» What is being asked: Nothing belongs in the answer except the lines of the material that include "Melgar".
• • •
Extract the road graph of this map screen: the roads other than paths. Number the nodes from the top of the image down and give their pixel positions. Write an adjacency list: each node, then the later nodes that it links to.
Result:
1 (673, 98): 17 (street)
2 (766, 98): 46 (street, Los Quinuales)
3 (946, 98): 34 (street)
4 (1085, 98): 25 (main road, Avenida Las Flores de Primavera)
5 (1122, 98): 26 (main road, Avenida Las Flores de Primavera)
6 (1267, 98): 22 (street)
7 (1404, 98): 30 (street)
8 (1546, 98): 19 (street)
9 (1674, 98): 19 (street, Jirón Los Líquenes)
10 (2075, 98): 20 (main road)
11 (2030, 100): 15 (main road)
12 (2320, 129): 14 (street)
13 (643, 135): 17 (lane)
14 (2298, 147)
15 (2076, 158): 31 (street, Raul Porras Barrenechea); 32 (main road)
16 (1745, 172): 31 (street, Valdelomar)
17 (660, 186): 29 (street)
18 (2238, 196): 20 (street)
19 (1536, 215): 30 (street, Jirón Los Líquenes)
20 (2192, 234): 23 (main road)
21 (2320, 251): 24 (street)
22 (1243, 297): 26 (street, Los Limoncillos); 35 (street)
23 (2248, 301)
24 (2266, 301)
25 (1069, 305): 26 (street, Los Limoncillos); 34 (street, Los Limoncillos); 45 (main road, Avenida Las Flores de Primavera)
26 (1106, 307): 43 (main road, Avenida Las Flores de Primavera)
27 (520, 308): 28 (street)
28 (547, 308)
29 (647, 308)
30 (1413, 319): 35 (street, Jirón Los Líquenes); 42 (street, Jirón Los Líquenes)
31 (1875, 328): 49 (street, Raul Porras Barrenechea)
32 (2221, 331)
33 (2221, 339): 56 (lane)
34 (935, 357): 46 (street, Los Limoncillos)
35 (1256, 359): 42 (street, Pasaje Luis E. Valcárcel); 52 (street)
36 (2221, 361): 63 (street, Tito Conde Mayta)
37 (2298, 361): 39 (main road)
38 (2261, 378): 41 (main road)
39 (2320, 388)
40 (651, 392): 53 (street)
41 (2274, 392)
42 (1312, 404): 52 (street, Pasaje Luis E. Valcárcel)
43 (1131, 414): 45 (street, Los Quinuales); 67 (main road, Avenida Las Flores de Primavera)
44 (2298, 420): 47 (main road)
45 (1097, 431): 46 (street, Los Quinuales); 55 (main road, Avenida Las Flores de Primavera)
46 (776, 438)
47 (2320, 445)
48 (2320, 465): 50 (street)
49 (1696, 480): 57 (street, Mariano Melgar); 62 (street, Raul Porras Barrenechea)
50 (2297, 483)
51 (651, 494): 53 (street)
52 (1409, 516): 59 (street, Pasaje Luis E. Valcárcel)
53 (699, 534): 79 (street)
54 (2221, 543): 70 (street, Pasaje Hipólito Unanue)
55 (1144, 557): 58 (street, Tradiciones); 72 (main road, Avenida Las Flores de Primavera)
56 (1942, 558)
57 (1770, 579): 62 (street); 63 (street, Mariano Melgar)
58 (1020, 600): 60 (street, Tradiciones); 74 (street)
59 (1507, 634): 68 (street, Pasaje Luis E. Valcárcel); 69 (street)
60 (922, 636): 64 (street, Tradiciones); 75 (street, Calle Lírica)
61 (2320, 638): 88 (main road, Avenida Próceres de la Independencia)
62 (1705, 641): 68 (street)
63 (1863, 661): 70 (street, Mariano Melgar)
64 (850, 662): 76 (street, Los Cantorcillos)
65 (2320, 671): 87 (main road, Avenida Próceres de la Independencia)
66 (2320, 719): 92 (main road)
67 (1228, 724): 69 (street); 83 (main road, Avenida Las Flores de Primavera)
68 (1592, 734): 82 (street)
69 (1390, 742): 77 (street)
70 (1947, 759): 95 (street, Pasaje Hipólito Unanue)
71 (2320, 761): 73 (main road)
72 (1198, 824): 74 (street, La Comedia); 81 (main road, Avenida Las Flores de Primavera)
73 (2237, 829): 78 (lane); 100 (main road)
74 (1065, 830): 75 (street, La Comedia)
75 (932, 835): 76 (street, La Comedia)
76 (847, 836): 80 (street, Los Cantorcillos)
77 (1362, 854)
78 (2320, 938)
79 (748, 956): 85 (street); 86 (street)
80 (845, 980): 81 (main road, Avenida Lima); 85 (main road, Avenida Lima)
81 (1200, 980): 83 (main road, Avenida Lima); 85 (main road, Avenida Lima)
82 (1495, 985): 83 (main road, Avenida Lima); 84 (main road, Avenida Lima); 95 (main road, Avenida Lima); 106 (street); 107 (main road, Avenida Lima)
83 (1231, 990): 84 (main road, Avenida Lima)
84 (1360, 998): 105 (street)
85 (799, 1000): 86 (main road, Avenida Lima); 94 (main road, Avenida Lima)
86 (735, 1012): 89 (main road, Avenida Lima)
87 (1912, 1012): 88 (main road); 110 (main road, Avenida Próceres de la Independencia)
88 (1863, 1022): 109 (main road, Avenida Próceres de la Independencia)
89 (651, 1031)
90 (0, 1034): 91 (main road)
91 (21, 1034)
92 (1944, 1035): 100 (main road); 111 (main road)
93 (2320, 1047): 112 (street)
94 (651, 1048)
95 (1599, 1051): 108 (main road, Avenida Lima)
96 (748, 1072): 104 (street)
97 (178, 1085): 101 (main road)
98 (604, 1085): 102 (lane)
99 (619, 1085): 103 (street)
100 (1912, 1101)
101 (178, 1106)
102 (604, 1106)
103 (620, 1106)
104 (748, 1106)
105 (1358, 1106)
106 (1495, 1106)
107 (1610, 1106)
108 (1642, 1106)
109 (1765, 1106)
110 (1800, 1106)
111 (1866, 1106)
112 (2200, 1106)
• • •
» Answer below:
49 (1696, 480): 57 (street, Mariano Melgar); 62 (street, Raul Porras Barrenechea)
57 (1770, 579): 62 (street); 63 (street, Mariano Melgar)
63 (1863, 661): 70 (street, Mariano Melgar)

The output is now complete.